Considerare la riservatezza un pregio, o un difetto, è un atteggiamento cognitivo poco utile o anche dannoso. In sé, la riservatezza non è né buona né cattiva; il suo essere funzionale o meno, è dipendente dai fattori che la determinano.

Martín Ramírez -la via

La riservatezza può essere un tratto della personalità, un aspetto caratteriale, un comportamento adattivo, un comportamento strategico finalizzato a uno scopo.

Se la consideriamo come tratto della personalità, in buona parte, è di natura istintiva, fa parte dell’indole innata di una persona, di un modo preferenziale di rapportarsi alle esperienze.

In tale forma la possiamo riconoscere nell’ introversione. Ma si tenga presente che in tal caso essa non implica, in alcun modo, difficoltà relazionali.

Vista come forma adattiva o strategica finalizzata allo scopo, la riservatezza è da considerare un comportamento che non implica abitudinarietà del suo manifestarsi, tende più che altro a essere temporaneo, una modalità operativa dettata dalla contingenza, da particolari condizioni che non si presentano in maniera stabile nel tempo. 

Come aspetto caratteriale, la riservatezza è un atteggiamento psicologico appreso o indotto dalle esperienze.

Quando parliamo di carattere ci riferiamo sempre a un insieme di comportamenti appresi e abituali.

Infatti, è proprio il ricorso abituale di determinati comportamenti a caratterizzare una persona.

Va osservato che la riservatezza come atteggiamento appreso, trova generalmente, la sua origine nell’ambiente sociale in cui si nasce e/o cresce.

Diversamente come atteggiamento indotto non possiamo che fare riferimento a comportamenti di risposta abituali a stimoli interpretati in determinati modi.

In quest’ultimi casi la timidezza, e le altre forme d’ansia sociale, costituiscono punti di partenza principali da cui discende il comportamento riservato.

Nella timidezza la riservatezza è un comportamento protettivo, spesso anche evitante.

La persona timida teme la rivelazione del sé e, al tempo stesso, è oberata da prolungati rimuginii e/o ruminazioni.
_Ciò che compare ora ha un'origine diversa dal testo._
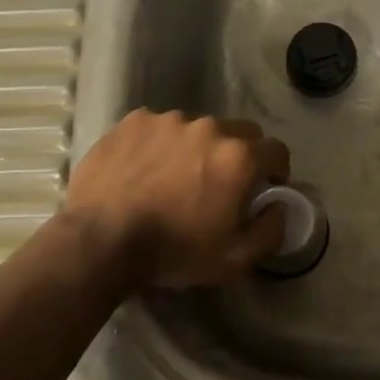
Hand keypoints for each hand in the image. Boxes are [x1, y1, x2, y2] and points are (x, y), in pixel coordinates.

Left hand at [65, 109, 291, 287]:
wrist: (100, 240)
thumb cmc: (173, 251)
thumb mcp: (234, 260)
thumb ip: (270, 230)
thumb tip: (279, 206)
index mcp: (239, 157)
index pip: (276, 150)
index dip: (276, 170)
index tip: (265, 188)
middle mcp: (209, 128)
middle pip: (240, 132)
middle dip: (240, 154)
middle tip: (221, 183)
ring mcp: (169, 120)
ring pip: (197, 128)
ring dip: (196, 148)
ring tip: (174, 177)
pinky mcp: (134, 121)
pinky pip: (158, 128)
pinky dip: (159, 144)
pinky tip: (144, 169)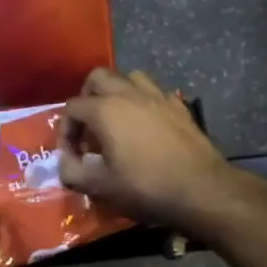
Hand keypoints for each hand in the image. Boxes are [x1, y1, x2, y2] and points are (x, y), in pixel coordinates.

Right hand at [57, 68, 245, 237]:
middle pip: (97, 77)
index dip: (65, 130)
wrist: (202, 189)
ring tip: (116, 119)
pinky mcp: (178, 105)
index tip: (71, 154)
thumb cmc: (146, 188)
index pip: (71, 107)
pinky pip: (154, 91)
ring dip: (116, 92)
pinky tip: (146, 124)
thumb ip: (72, 171)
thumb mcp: (101, 187)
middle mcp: (128, 93)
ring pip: (128, 77)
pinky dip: (143, 101)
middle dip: (86, 98)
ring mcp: (157, 96)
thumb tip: (64, 162)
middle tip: (88, 126)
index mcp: (105, 109)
Talvolta la riservatezza è conseguenza “forzata” di una condizione di isolamento sociale che può scaturire sia da stati di appartenenza precaria, sia da uno stato di non appartenenza.
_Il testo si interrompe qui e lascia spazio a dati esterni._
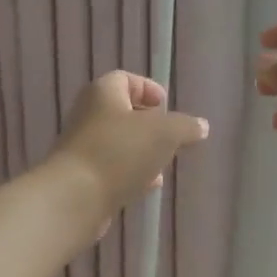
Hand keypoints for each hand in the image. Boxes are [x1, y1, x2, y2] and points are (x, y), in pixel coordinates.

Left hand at [47, 72, 207, 230]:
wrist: (75, 197)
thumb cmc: (120, 152)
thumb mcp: (165, 133)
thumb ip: (185, 127)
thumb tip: (201, 126)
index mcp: (103, 93)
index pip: (125, 79)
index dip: (148, 89)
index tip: (165, 106)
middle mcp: (88, 115)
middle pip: (123, 113)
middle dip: (149, 126)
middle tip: (169, 138)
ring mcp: (82, 147)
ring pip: (119, 143)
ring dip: (142, 153)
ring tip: (162, 166)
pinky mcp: (81, 176)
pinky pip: (111, 168)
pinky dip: (130, 173)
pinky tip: (146, 187)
In questi casi l’individuo timido ha sé stesso come unico referente, per cui non può che rinchiudersi nel proprio dialogo interiore. Per la verità quest’ultimo aspetto potrebbe anche ascriversi in una sorta di riservatezza apparente.
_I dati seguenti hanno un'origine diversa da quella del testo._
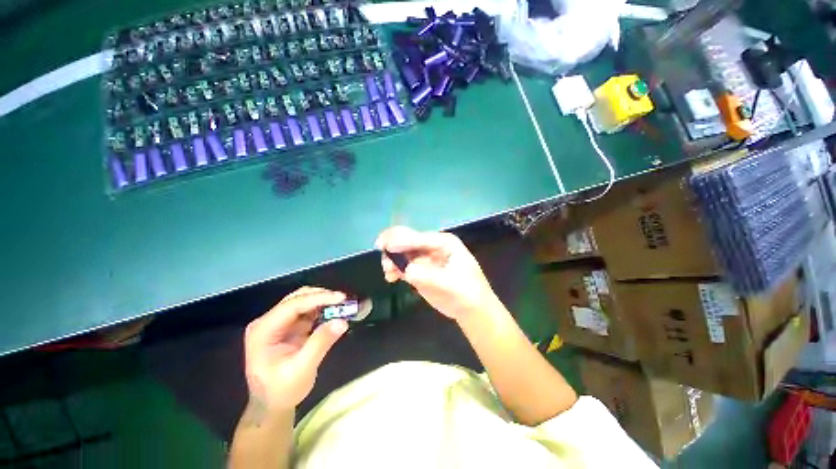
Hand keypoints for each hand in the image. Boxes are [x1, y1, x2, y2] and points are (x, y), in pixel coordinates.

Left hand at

Se consideriamo la riservatezza negli ambiti comportamentali delle ansie sociali, questa appare soprattutto come fattore disadattivo, come atteggiamento non funzionale alla socializzazione, come comportamento che trasmette messaggi di chiusura, indipendentemente dalla volontà e dalle intenzioni del soggetto.

Infatti, non possiamo ignorare il fatto che è impossibile evitare di comunicare; qualsiasi comportamento (ciò che si dice e ciò che si fa) è comunicazione in quanto interpretabile dagli altri a prescindere dalla nostra effettiva volontà di comunicare.

Le persone timide sono riservate anche perché sono preda dell’emozione della paura, è diversi sono i timori che le affliggono.

Ad esempio, la paura di essere giudicati induce molti soggetti a fare scena muta, ad astenersi dal prendere posizioni, a estraniarsi apparendo esternamente come una persona presa dai propri pensieri che si isola dal mondo.
Similmente accade anche per il timore di sbagliare, di non essere all’altezza, di non avere le giuste qualità o abilità, di essere respinti.

Alla base di tutto ci sono sempre le solite, maledette, credenze di base disfunzionali che definiscono il sé come inadeguato, in un modo, in un altro o in tanti modi.

L’isolamento sociale e il sommarsi degli insuccessi nell’interazione interpersonale, spingono gli ansiosi sociali a dirigere sempre di più la comunicazione verso il dialogo interiore, a volgere l’attenzione verso le proprie esperienze interne, a ridurre sempre di più l’esternalizzazione di emozioni e sentimenti.